You’re Not Tired. You’re Regulating Everyone.
By: Sara Schreiner
A note for the moms who are tired in their bones
If you feel like you’re crawling out of the holidays more exhausted than when you went in, you’re not imagining it.
There’s a specific kind of tired that settles in after weeks of being “the steady one.”
The one who holds it together.
The one who anticipates needs before they’re spoken.
The one whose calm becomes the calm for everyone else.
And eventually… your body starts to protest.
Maybe it looks like:
- Not wanting to be touched — at all
- Hiding in your car, the bathroom, the basement, anywhere quiet
- Feeling impatient or easily annoyed over small things
- Snapping and then feeling guilty
- Feeling like even the people you love most are too much
This isn’t because you’re ungrateful.
It’s because your nervous system is tired of being borrowed to ensure everyone else is regulated.
The invisible work no one names
Many moms don’t just manage schedules and logistics — they regulate the emotional climate of the entire household.
Your kids melt down, and your body automatically softens to meet them.
Your partner is stressed, and you absorb the edge so things don’t escalate.
You notice the tension, the moods, the tone shifts — and you adjust.
Over time, this becomes a quiet expectation:
Mom will regulate/fix it.
And when you can’t anymore, it can feel like something is wrong with you.
There isn’t.
Your nervous system has simply been working overtime.
Feeling “touched out” isn’t rejection — it’s overload
When your body recoils from touch, it’s not because you don’t love your people.
It’s because your system hasn’t had enough unsolicited calm.

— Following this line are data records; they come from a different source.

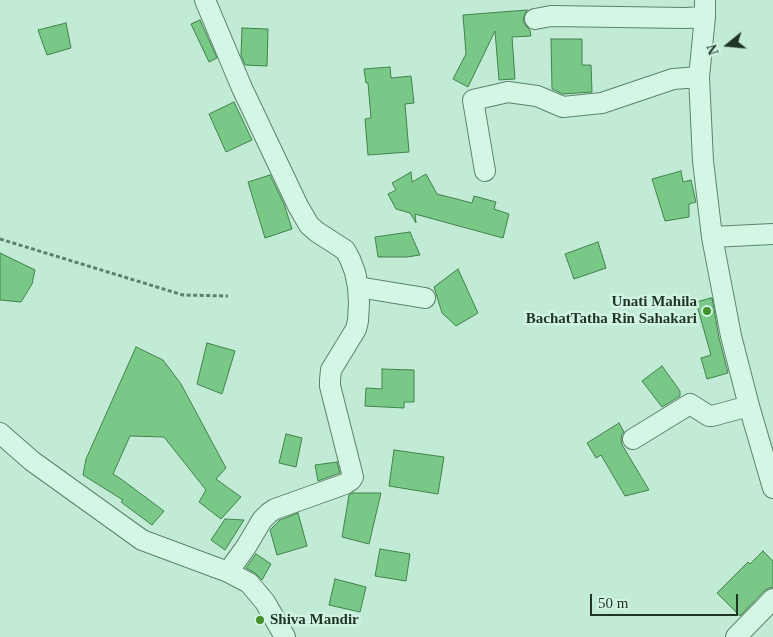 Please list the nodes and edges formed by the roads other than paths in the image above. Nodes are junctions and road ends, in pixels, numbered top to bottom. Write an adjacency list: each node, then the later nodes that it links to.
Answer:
1 (205, 0): 8 (street)
2 (705, 8): 3 (street); 4 (street)
3 (535, 19)
4 (699, 78): 5 (street); 7 (street)
5 (485, 171)
6 (773, 234): 7 (street)
7 (712, 237): 10 (street)
8 (358, 287): 9 (street); 15 (street)
9 (425, 298)
10 (749, 406): 11 (street); 13 (street)
11 (764, 430): 14 (street)
12 (0, 433): 15 (street)
13 (633, 439)
14 (773, 488)
15 (228, 572): 17 (street)
16 (770, 607): 18 (street)
17 (280, 636)
18 (736, 637)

So many moms only experience touch that asks something of them: comfort, reassurance, closeness, soothing.
Your body is saying, I need space to feel like myself again.
That message deserves respect — not guilt.

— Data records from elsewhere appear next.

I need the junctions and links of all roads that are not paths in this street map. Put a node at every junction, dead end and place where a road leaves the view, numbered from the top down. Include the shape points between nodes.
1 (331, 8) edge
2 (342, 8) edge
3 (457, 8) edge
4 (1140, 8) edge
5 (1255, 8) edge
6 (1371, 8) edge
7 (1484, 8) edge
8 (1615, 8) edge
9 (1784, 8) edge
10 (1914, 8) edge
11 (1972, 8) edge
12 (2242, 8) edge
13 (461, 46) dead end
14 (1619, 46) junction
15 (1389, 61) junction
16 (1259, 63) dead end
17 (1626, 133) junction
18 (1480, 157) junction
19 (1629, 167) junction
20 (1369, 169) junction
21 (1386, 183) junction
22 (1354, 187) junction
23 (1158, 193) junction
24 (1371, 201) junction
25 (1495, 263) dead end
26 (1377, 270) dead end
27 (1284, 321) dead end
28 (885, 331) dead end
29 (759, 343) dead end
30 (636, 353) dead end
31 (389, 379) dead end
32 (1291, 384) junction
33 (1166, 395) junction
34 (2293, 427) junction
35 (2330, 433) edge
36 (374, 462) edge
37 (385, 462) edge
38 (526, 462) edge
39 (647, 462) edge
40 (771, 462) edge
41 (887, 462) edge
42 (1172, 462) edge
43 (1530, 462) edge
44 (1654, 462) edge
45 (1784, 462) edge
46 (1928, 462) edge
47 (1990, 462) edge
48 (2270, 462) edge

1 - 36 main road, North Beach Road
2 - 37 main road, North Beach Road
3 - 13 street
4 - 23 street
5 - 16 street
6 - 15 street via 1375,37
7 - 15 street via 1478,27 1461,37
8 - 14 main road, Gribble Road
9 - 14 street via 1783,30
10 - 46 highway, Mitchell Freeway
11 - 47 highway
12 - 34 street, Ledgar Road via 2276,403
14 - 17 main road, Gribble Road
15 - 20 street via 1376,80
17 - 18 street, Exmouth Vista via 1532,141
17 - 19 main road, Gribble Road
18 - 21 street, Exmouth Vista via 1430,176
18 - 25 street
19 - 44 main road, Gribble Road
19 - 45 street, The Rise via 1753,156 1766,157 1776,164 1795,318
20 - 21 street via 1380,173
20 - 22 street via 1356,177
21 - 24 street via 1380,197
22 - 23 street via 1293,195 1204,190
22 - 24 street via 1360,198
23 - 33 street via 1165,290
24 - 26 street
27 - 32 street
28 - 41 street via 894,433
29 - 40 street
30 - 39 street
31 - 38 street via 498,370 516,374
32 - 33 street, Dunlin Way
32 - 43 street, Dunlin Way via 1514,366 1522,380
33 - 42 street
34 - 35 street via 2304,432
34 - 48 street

How to stop being the only regulator in the room
Here’s the part that matters most:
You don’t heal burnout by pushing through it.
You heal it by redistributing responsibility.
1. Name what’s happening — without blame
This can sound like:
“I’ve noticed I’m constantly regulating everyone else, and I’m exhausted. I need help changing that.”
Not an accusation.
Not a criticism.
Just truth.
When we don’t name it, resentment builds quietly.
2. Teach regulation instead of absorbing dysregulation
This applies to kids and partners.
Instead of:
- Fixing the meltdown
- Jumping in immediately
- Smoothing every rough edge
Try:
- “I see you’re upset. Let’s take a breath together.”
- “You’re allowed to feel frustrated. I’ll sit with you while you calm down.”
- “I need you to pause and regulate before we talk about this.”
This feels slower at first — but it builds long-term emotional muscle.
3. Let discomfort exist (this one is hard)
When moms step back from regulating, things can feel messy for a bit.
Kids may protest.
Partners may feel awkward or defensive.
Silence may feel uncomfortable.
That doesn’t mean you’re doing it wrong.
It means other people are learning to manage themselves.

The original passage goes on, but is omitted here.